In a recent Journal of the American Medical Assn., Mayer and researchers from the University of Texas Health Science Center compared 116 patients treated at the institute with 72 patients who were similar in all respects except that their insurance company refused to cover the program.

"These were all bad cases," Mayer says. A third of both groups had had back surgery, in many cases multiple surgeries. On average, their injuries had kept them out of work for 1.2 years. Two-thirds suffered from clinical depression.

Most Back at Work

Nevertheless, the back rehabilitation program put most back to work.

After one year, 85% of the treatment group was working, compared to only 39% of the comparison group; after two years, 87% of those treated and 41% of the comparison group were working.

Furthermore, in the year following treatment, only 33% of the rehab group saw a physician for the same injury, compared to 75% of the untreated group. The untreated group also made significantly more visits to the doctor (21 vs. 2.3 for the treated group).

These results, Mayer acknowledges, are a remarkable departure from the disappointing performance of other pain clinics.

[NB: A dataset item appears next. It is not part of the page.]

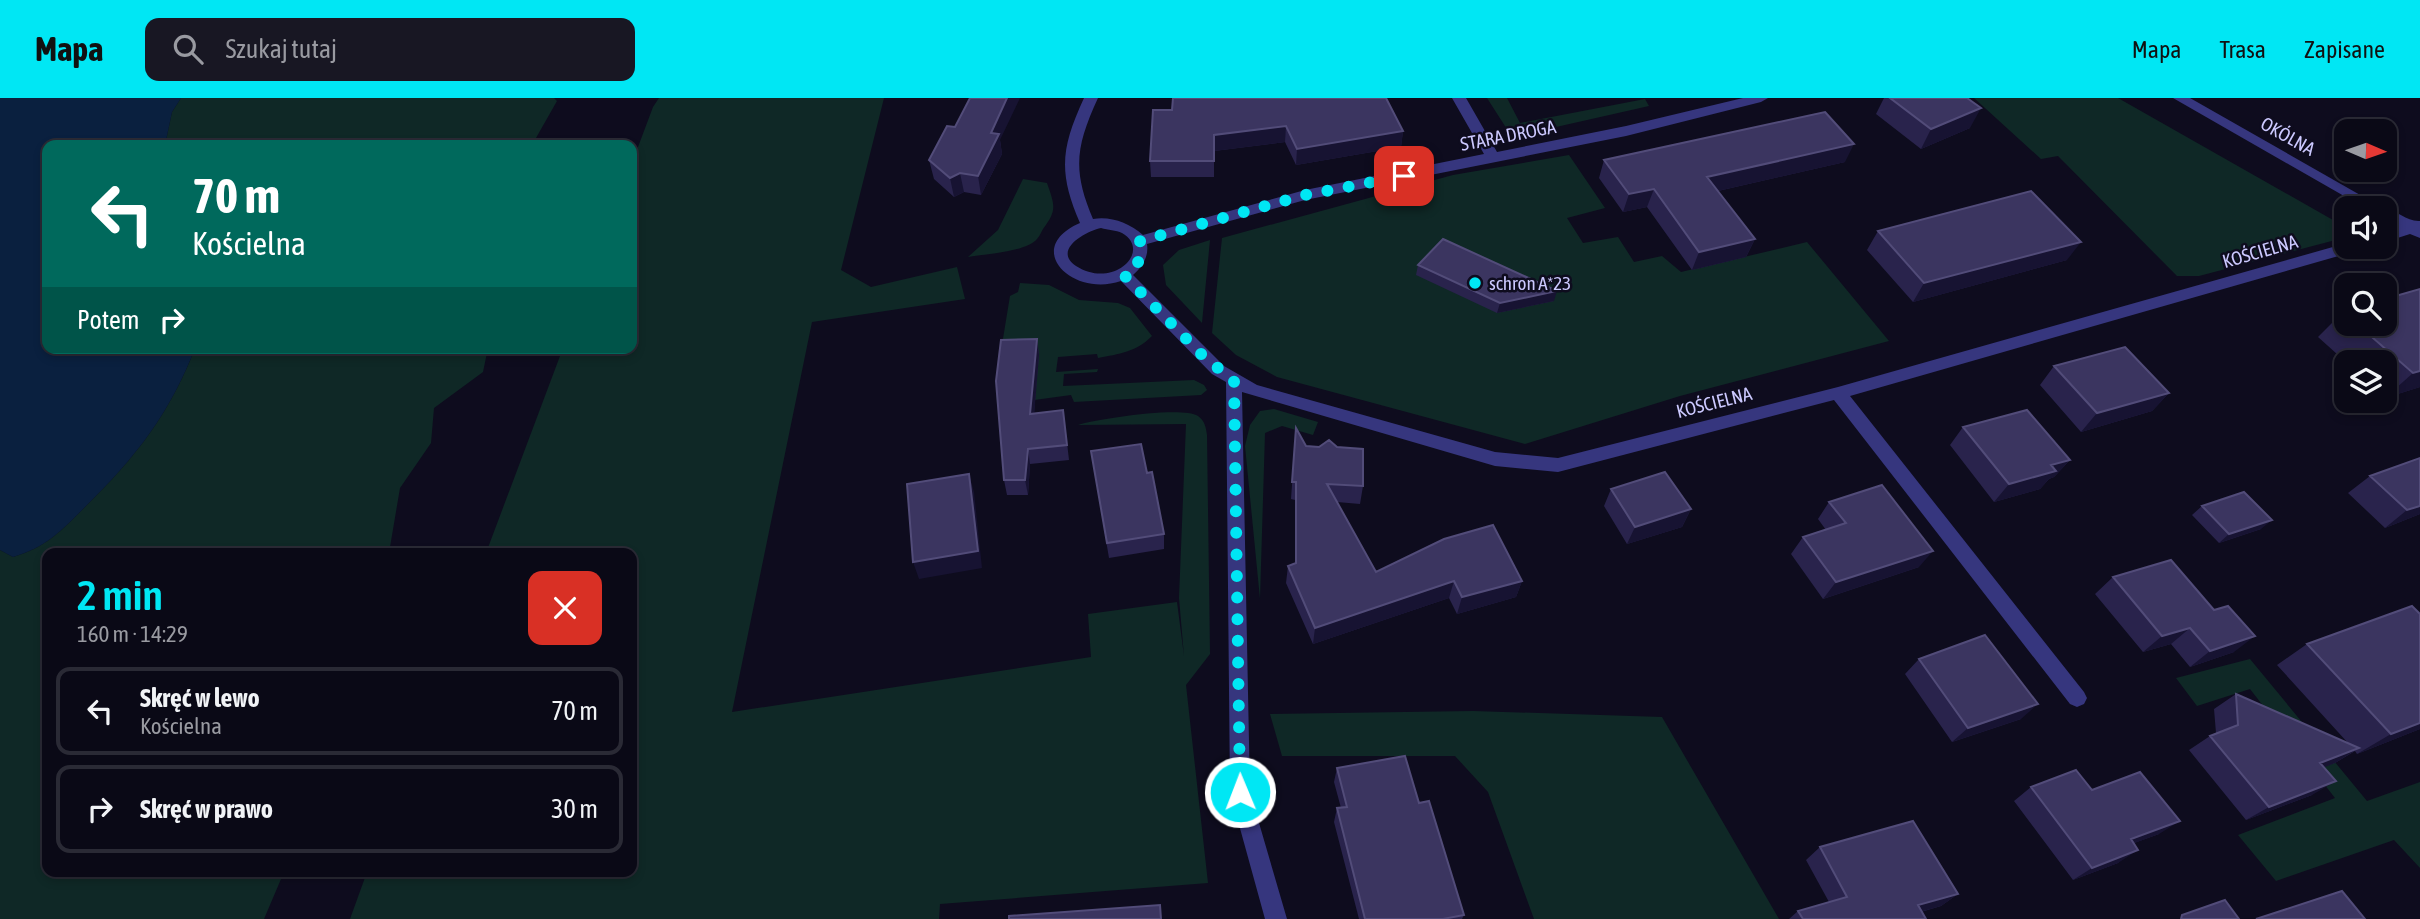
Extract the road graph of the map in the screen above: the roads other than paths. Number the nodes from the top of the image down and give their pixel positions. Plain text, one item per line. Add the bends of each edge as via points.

"In fact, it was criticism of these earlier programs that led many insurance companies and employers to believe they weren't worth the money," she says. "But that's because early pain clinics did not do full functional analysis, and did not actively try to rehabilitate the back. They just had these stretching exercises and pain control, which doesn't get the person back to work.

"They treated the back like a bunch of bones," she said. "We know better now."